Assignment >> Counting task for the data below: how many lines hold the word "Lumière"? Answer with the number only.

Data under study >>
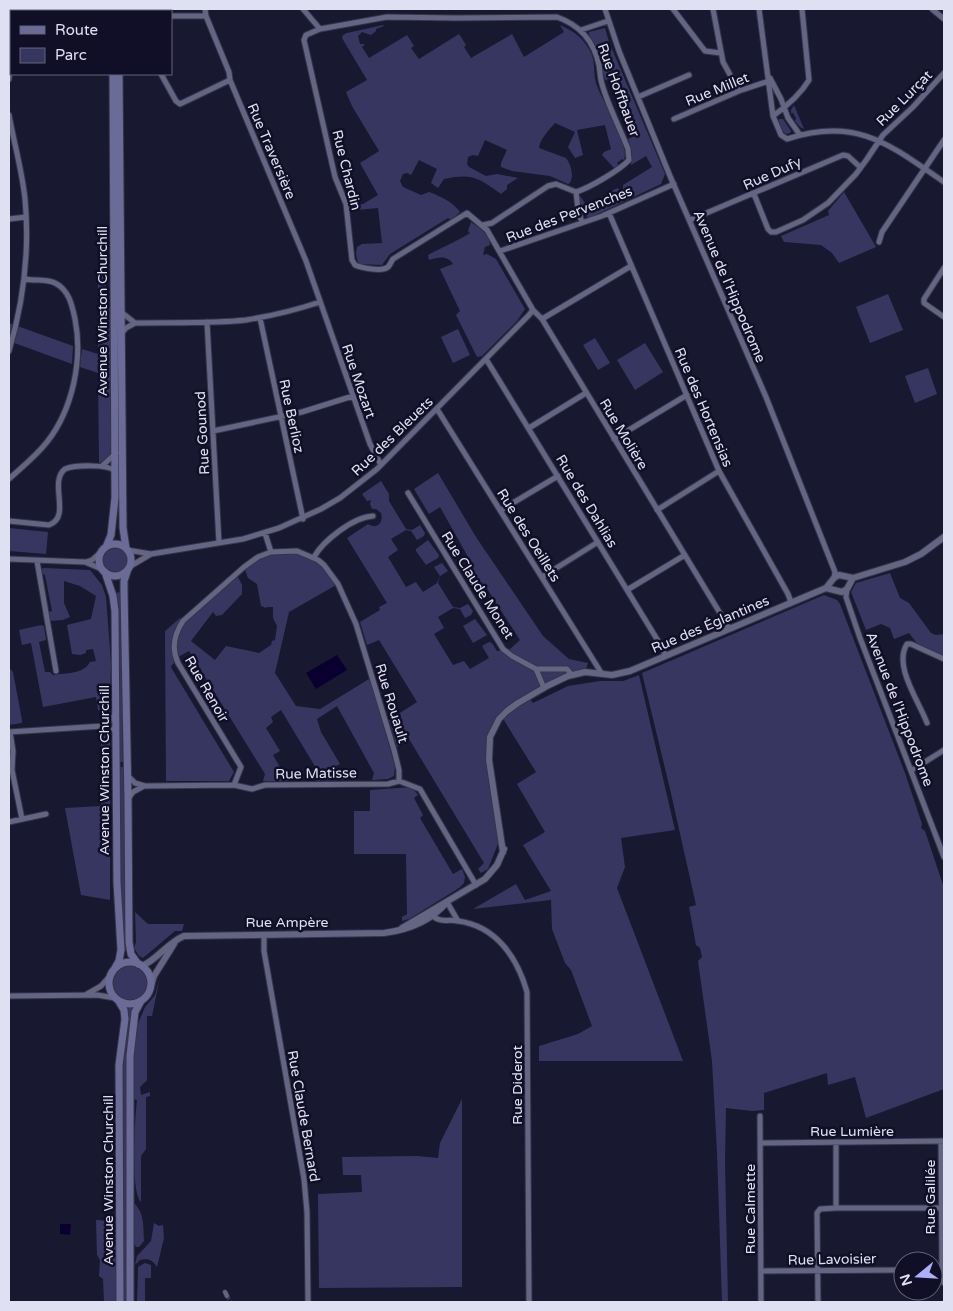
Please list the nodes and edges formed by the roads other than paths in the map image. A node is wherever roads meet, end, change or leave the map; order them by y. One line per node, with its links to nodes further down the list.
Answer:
1 (205, 9): 10 (street, Rue Traversière)
2 (303, 9): 13 (street)
3 (605, 9): 12 (street, Avenue de l'Hippodrome)
4 (673, 9): 15 (street)
5 (713, 9): 15 (street)
6 (759, 9): 17 (street)
7 (802, 9): 28 (street)
8 (932, 9): 11 (street)
9 (172, 16): 10 (street)
10 (206, 16): 24 (street, Rue Traversière)
11 (944, 19)
12 (608, 21): 14 (street); 27 (street, Avenue de l'Hippodrome)
13 (320, 28): 14 (street); 46 (street, Rue Chardin)
14 (581, 30): 39 (street, Rue Hoffbauer)
15 (721, 53): 26 (street)
16 (10, 66): 23 (street)
17 (768, 71): 25 (street); 28 (street)
18 (944, 73): 33 (street, Rue Lurçat)
19 (113, 75): 71 (main road, Avenue Winston Churchill)
20 (119, 75): 54 (main road, Avenue Winston Churchill)
21 (162, 75): 24 (street)
22 (689, 75): 27 (street)
23 (9, 79)
24 (230, 80): 52 (street, Rue Traversière)
25 (769, 81): 26 (street, Rue Millet); 30 (street)
26 (739, 91): 31 (street, Rue Millet)
27 (638, 96): 38 (street, Avenue de l'Hippodrome)
28 (784, 109): 30 (street); 32 (street)
29 (9, 115): 42 (street)
30 (773, 116): 32 (street)
31 (674, 119)
32 (800, 135): 33 (street)
33 (879, 140): 35 (street, Rue Lurçat); 36 (street)
34 (944, 140): 36 (street)
35 (860, 167): 40 (street, Rue Dufy); 40 (street, Rue Lurçat)
36 (926, 169): 37 (street); 47 (street)
37 (944, 182)
38 (674, 184): 41 (street, Rue des Pervenches); 44 (street, Avenue de l'Hippodrome)
39 (576, 192): 45 (street); 46 (street)
40 (754, 194): 44 (street, Rue Dufy)
41 (610, 213): 45 (street, Rue des Pervenches); 49 (street, Rue des Hortensias)
42 (26, 217): 43 (street); 51 (street)
43 (9, 219)
44 (690, 220): 100 (street, Avenue de l'Hippodrome)
45 (582, 224): 48 (street, Rue des Pervenches)
46 (483, 225): 48 (street, Rue Molière)
47 (880, 242)
48 (500, 251): 53 (street, Rue Molière)
49 (631, 266): 57 (street); 64 (street, Rue des Hortensias)
50 (944, 268): 56 (street)
51 (25, 279): 61 (street); 77 (street)
52 (320, 302): 55 (street); 65 (street, Rue Mozart)
53 (533, 310): 57 (street, Rue Molière); 62 (street, Rue des Bleuets)
54 (121, 312): 58 (street); 60 (main road, Avenue Winston Churchill)
55 (260, 318): 59 (street); 67 (street, Rue Berlioz)
56 (944, 318)
57 (542, 319): 63 (street, Rue Molière)
58 (134, 322): 59 (street); 60 (street)
59 (206, 322): 69 (street, Rue Gounod)
60 (121, 334): 89 (main road, Avenue Winston Churchill)
61 (9, 351)
62 (486, 358): 66 (street, Rue des Bleuets); 68 (street, Rue des Dahlias)
63 (586, 393): 68 (street); 70 (street, Rue Molière)
64 (687, 395): 70 (street); 74 (street, Rue des Hortensias)
65 (353, 396): 67 (street); 72 (street, Rue Mozart)
66 (437, 409): 72 (street, Rue des Bleuets); 79 (street, Rue des Oeillets)
67 (280, 417): 69 (street); 82 (street, Rue Berlioz)
68 (529, 428): 76 (street, Rue des Dahlias)
69 (213, 431): 87 (street, Rue Gounod)
70 (614, 439): 80 (street, Rue Molière)
71 (116, 453): 73 (street); 75 (main road, Avenue Winston Churchill)
72 (381, 465): 82 (street, Rue des Bleuets)
73 (102, 466): 75 (street); 83 (street)
74 (719, 471): 80 (street); 107 (street, Rue des Hortensias)
75 (116, 472): 88 (main road, Avenue Winston Churchill)
76 (558, 476): 79 (street); 86 (street, Rue des Dahlias)
77 (9, 479)
78 (408, 493): 111 (street, Rue Claude Monet)
79 (501, 510): 99 (street, Rue des Oeillets)
80 (657, 510): 92 (street, Rue Molière)
81 (373, 516): 93 (street)
82 (303, 518): 84 (street, Rue des Bleuets)
83 (9, 521)
84 (265, 533): 87 (street, Rue des Bleuets); 90 (street)
85 (944, 537): 101 (street)
86 (598, 542): 99 (street); 104 (street, Rue des Dahlias)
87 (219, 543): 91 (street, Rue des Bleuets)
88 (104, 549): 89 (main road); 96 (street); 98 (main road)
89 (127, 549): 91 (street, Rue des Bleuets); 97 (main road)
90 (271, 552): 93 (street, Rue Rouault); 126 (street, Rue Renoir)
91 (151, 554): 97 (street, Rue des Bleuets)
92 (685, 555): 104 (street); 108 (street, Rue Molière)
93 (314, 558): 125 (street, Rue Rouault)
94 (9, 559): 95 (street)
95 (37, 561): 96 (street); 112 (street)
96 (85, 562): 98 (street)
97 (128, 568): 98 (main road); 124 (main road, Avenue Winston Churchill)
98 (104, 571): 116 (main road, Avenue Winston Churchill)
99 (542, 577): 113 (street, Rue des Oeillets)
100 (837, 577): 101 (street); 102 (street); 103 (street, Rue des Églantines); 105 (street)
101 (853, 578): 102 (street)
102 (848, 587): 105 (street); 106 (street, Avenue de l'Hippodrome)
103 (826, 588): 105 (street, Rue des Églantines); 107 (street, Rue des Églantines)
104 (627, 590): 109 (street, Rue des Dahlias)
105 (836, 590): 106 (street)
106 (846, 597): 122 (street, Avenue de l'Hippodrome)
107 (791, 602): 108 (street, Rue des Églantines)
108 (729, 628): 109 (street, Rue des Églantines)
109 (666, 656): 113 (street, Rue des Églantines)
110 (944, 659): 117 (street)
111 (536, 669): 114 (street, Rue Claude Monet); 115 (street)
112 (56, 671)
113 (602, 674): 114 (street, Rue des Églantines)
114 (572, 675): 115 (street)
115 (544, 688): 133 (street, Rue Ampère)
116 (115, 714): 118 (street); 119 (main road, Avenue Winston Churchill)
117 (927, 723)
118 (103, 726): 119 (street); 120 (street)
119 (116, 730): 142 (main road, Avenue Winston Churchill)
120 (9, 732): 123 (street)
121 (944, 750): 122 (street)
122 (912, 770): 132 (street, Avenue de l'Hippodrome)
123 (10, 771): 130 (street)
124 (128, 776): 127 (street); 128 (main road, Avenue Winston Churchill)
125 (399, 781): 126 (street, Rue Matisse); 133 (street)
126 (234, 785): 127 (street, Rue Matisse)
127 (145, 786): 128 (street)
128 (128, 799): 141 (main road, Avenue Winston Churchill)
129 (46, 814): 130 (street)
130 (22, 819): 131 (street)
131 (9, 822)
132 (944, 857)
133 (476, 885): 134 (street, Rue Ampère)
134 (447, 902): 135 (street, Rue Ampère); 136 (street, Rue Ampère); 137 (street)
135 (435, 908): 136 (street); 138 (street, Rue Ampère)
136 (432, 916): 137 (street, Rue Diderot); 138 (street, Rue Ampère)
137 (458, 921): 162 (street, Rue Diderot)
138 (399, 930): 139 (street, Rue Ampère)
139 (264, 935): 140 (street, Rue Ampère); 161 (street, Rue Claude Bernard)
140 (176, 940): 141 (street, Rue Ampère); 144 (street)
141 (140, 965): 142 (main road); 144 (main road)
142 (115, 968): 143 (main road)
143 (110, 976): 145 (street); 147 (main road)
144 (151, 986): 148 (main road)
145 (84, 995): 146 (street); 147 (street)
146 (9, 996)
147 (116, 999): 148 (main road); 159 (main road, Avenue Winston Churchill)
148 (141, 1002): 160 (main road, Avenue Winston Churchill)
149 (760, 1116): 152 (street, Rue Calmette)
150 (942, 1141): 151 (street, Rue Lumière); 154 (street, Rue Galilée)
151 (836, 1142): 152 (street, Rue Lumière); 153 (street)
152 (761, 1143): 157 (street, Rue Calmette)
153 (836, 1208): 154 (street); 158 (street)
154 (943, 1208): 155 (street, Rue Galilée)
155 (942, 1251)
156 (893, 1270): 158 (street, Rue Lavoisier)
157 (761, 1271): 158 (street, Rue Lavoisier); 163 (street, Rue Calmette)
158 (818, 1271): 164 (street)
159 (120, 1302)
160 (130, 1302)
161 (308, 1302)
162 (529, 1302)
163 (762, 1302)
164 (818, 1302)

Response box >> 2